Il y avait deux autres sociétés militaires privées : DynCorp et Triple Canopy, Inc. qui étaient présentes en Irak, mais Blackwater a été à l’origine de plus de fusillades que les deux autres sociétés réunies.

La société militaire Wagner n’est donc qu’une copie d’exemples fournis par l’Occident.

On cite comme première <Société militaire privée> une société sud-africaine puis une britannique :

« Une des premières sociétés privées d’intervention fut Executive Outcomes en Afrique du Sud, qui s’est scindée en plusieurs organisations à la fin des années 1990. Au Royaume-Uni, la plus connue est Sandline International qui offrait dès les années 1990 une large gamme de services allant de l’entraînement de troupes au maintien ou à la restauration de la sécurité. Leur poids croissant laisse à penser qu’elles vont devenir des acteurs stratégiques à part entière dans les grands conflits contemporains, pouvant orienter les décisions militaires et poursuivre quelquefois des objectifs différents de ceux des États »

Et puis toujours en Irak, il y eut le <scandale de la prison d‘Abou Ghraib> lors duquel les occidentaux se réclamant de la défense des droits de l’homme se sont comportés en tortionnaires sadiques.

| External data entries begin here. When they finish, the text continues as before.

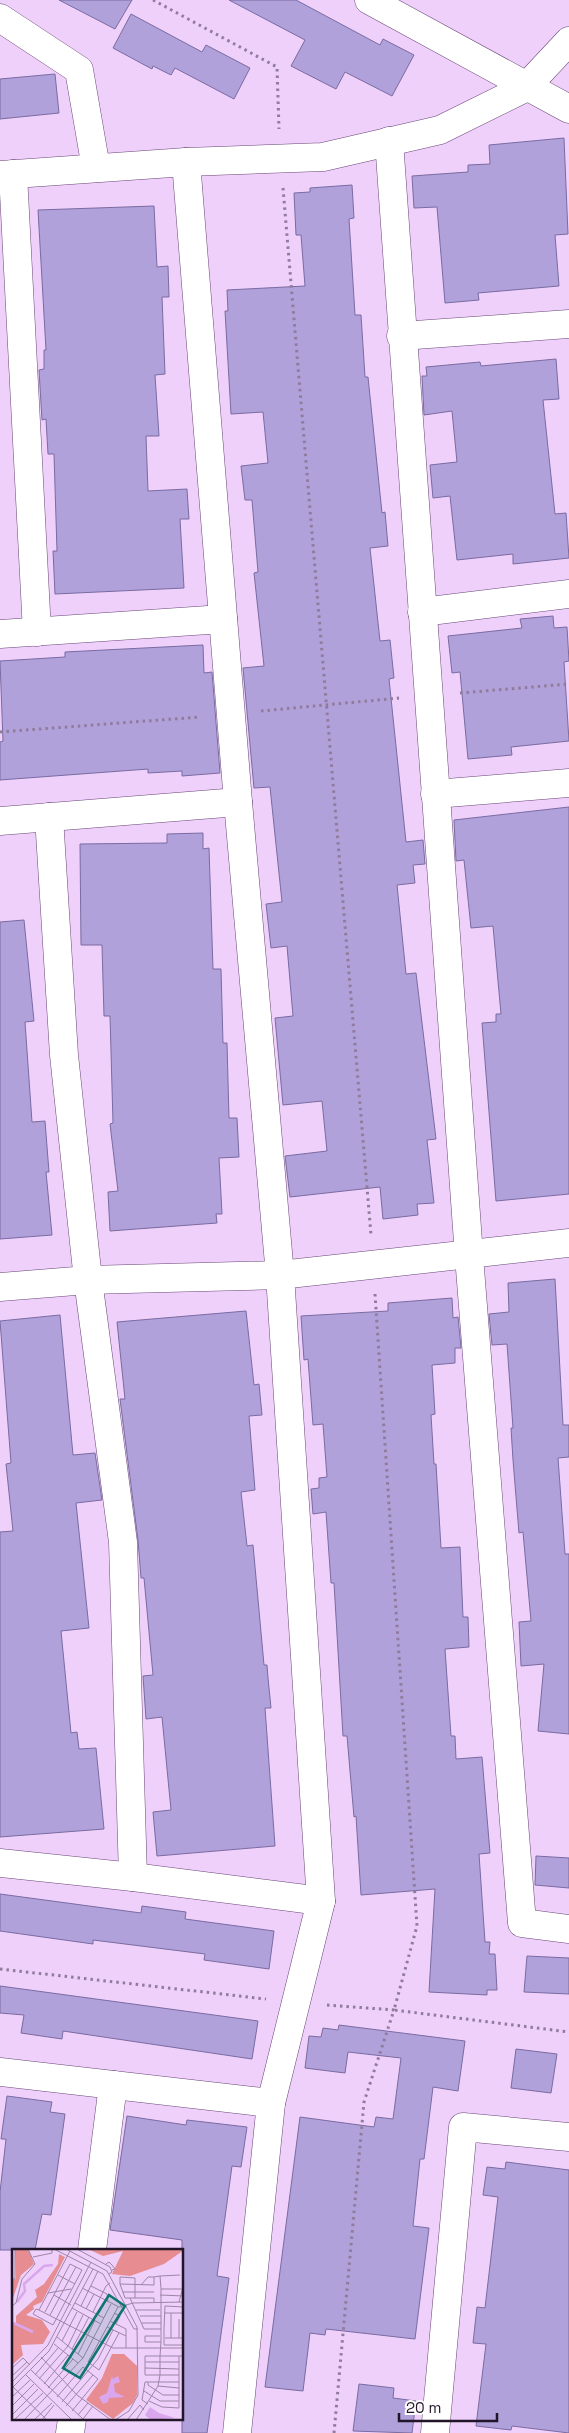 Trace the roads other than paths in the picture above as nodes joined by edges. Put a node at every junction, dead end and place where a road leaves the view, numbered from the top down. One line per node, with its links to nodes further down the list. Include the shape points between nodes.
1 (369, 0): 4 (street)
2 (0, 18): 8 (street, via 79,70)
3 (569, 41): 4 (street)
4 (527, 86): 5 (street); 6 (street, via 440,130)
5 (569, 109)
6 (389, 141): 7 (street, via 324,157); 11 (street)
7 (186, 162): 8 (street); 14 (street)
8 (96, 168): 9 (street)
9 (7, 174): 15 (street)
10 (569, 324): 11 (street)
11 (401, 336): 13 (street)
12 (569, 594): 13 (street)
13 (422, 612): 18 (street)
14 (223, 618): 15 (street); 19 (street)
15 (37, 632): 16 (street)
16 (0, 634)
17 (569, 783): 18 (street)
18 (434, 794): 23 (street)
19 (238, 802): 20 (street); 24 (street)
20 (49, 817): 21 (street); 25 (street, via 64,1055)
21 (0, 821)
22 (569, 1243): 23 (street)
23 (469, 1256): 24 (street); 30 (street, via 522,1923)
24 (280, 1275): 25 (street); 29 (street)
25 (88, 1280): 26 (street); 28 (street, via 123,1542)
26 (0, 1287)
27 (0, 1863): 28 (street)
28 (133, 1877): 29 (street)
29 (321, 1901): 33 (street)
30 (569, 1929)
31 (0, 2072): 32 (street)
32 (113, 2085): 33 (street); 35 (street)
33 (271, 2103): 38 (street)
34 (569, 2137): 39 (street, via 463,2127)
35 (92, 2249)
36 (72, 2420): 37 (street)
37 (70, 2433)
38 (237, 2433)
39 (435, 2433)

Il y eut encore la création du <Camp de Guantanamo > qui avait pour objet de sortir des prisonniers des États-Unis de l’état de droit, des droits de la défense.

On parle de corruption en Russie et des oligarques russes qui ont des comportements de parrains mafieux. C’est parfaitement exact. Mais reprenons les États-Unis en Irak.  Le vice président de Geors W Busch était Donald Rumsfeld. De 1995 à 2000, ce dernier  dirige la société d’ingénierie civile Halliburton spécialisée dans l’industrie pétrolière. Cette société a décroché de gros contrats en Irak en 2003. Des journalistes lui ont fortement reproché ce conflit d’intérêt, sans aucune conséquence pratique.

Quelques années auparavant, la guerre du Vietnam a été la plus grande guerre chimique de l’Histoire. Des millions de morts, plus les milliers de malades dus aux troubles génétiques entraînés par les armes qui ont été utilisées.

J’ai beaucoup parlé des États-Unis qui occupent incontestablement la première place dans ce classement des comportements monstrueux en temps de guerre.

Mais la France n’a pas été en reste pendant la guerre d’Algérie qu’on évoque actuellement en raison des accords d’Évian du 18 mars 1962 et beaucoup plus récemment lors de la guerre déclarée en Libye pour chasser le dictateur Khadafi en violation de la Loi internationale et en entrainant aussi une situation chaotique comme en Irak.

Il y aurait encore tant d’histoires à raconter. Tout cela pour conclure que l’Occident est peu crédible quand elle entend donner des leçons morales à la planète entière.

Probablement que cette distanciation entre les principes affichés et la réalité des actions devient de plus en plus insupportable à une grande partie des États du monde non occidental.

C’est probablement une des principales raisons qui peut expliquer les nombreuses abstentions lors de l’Assemblée générale de l’ONU visant à condamner l’agression de la Russie contre l’Ukraine. Comme le montre ce planisphère produit par « Le Un Hebdo»


Ces contradictions des occidentaux sont largement développées par Pierre Conesa dans une interview de Thinkerview : <Comment arrive -t-on à la guerre ? >

Tout cela n’enlève rien aux crimes de Poutine, mais rend la voix des occidentaux moins crédible.